# FUNNY VIDEO! The danger in hitting your max!



## stangalang (Nov 27, 2009)

Yep thats solid iron!


----------



## PJM (Jan 23, 2010)

what an idiot, hope he was too embarrased to ever show his face in the gym again.


----------



## Th3Doctor (Feb 2, 2010)

sh*t the bed!! I bet that hurt like a bastid


----------



## stangalang (Nov 27, 2009)

I know right, face full of iron! But laughing at him WTF. Thats either a friend, trainer or spotter:wall:


----------



## Miglior (Feb 12, 2006)

I would have pissed myself if I saw that!


----------



## oval (Feb 14, 2010)

it was funny until i saw what his face hit


----------



## stangalang (Nov 27, 2009)

oval said:


> it was funny until i saw what his face hit


Thats what i am saying, i would expect better from my gym partners, much better!


----------



## Thomsen! (Jun 7, 2010)

Did he faint?
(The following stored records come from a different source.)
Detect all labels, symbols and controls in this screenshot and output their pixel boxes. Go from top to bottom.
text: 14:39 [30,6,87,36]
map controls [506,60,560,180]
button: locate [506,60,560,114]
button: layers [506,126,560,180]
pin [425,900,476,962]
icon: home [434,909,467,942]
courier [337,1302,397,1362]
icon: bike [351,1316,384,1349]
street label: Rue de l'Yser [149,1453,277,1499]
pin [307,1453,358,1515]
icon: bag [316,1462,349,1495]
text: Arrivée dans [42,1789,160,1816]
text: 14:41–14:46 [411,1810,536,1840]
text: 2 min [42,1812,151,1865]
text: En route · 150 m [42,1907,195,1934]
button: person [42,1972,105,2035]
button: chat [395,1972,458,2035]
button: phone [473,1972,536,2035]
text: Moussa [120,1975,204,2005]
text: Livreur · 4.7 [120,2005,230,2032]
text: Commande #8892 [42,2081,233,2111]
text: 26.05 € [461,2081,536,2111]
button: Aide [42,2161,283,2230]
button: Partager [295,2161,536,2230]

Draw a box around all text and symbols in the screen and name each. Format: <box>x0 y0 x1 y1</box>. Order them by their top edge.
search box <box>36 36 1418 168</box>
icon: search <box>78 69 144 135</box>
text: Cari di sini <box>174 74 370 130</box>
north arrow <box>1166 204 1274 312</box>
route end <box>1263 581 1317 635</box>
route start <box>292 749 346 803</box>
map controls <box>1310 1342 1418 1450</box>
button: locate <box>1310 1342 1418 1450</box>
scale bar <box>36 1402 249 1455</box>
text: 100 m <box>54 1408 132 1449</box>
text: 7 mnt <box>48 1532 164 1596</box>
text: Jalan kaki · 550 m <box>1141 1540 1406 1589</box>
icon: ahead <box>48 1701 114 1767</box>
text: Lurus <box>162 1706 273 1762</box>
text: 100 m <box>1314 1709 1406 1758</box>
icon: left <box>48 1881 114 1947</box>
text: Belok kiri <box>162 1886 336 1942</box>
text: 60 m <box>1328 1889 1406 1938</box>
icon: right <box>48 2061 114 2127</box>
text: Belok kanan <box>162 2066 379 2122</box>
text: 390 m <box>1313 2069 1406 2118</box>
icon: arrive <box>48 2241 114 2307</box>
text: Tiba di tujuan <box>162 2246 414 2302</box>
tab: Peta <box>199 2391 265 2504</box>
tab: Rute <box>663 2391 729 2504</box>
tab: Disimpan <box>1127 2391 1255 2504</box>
Trip on something?


----------



## Scatty (Oct 1, 2010)

:lol:


----------



## stangalang (Nov 27, 2009)

Thomsen! said:


> Did he faint? Trip on something?


He passed out :thumb:


----------



## ant_s (Jan 29, 2009)

wow, bet that hurt alot, but i'm guessing if he passed out before he hit it that will make it better. Wonder why he passed out, lack of oxygen?

Also I laughed when i saw it but soon as i saw what he hit I would of stopped filming.


----------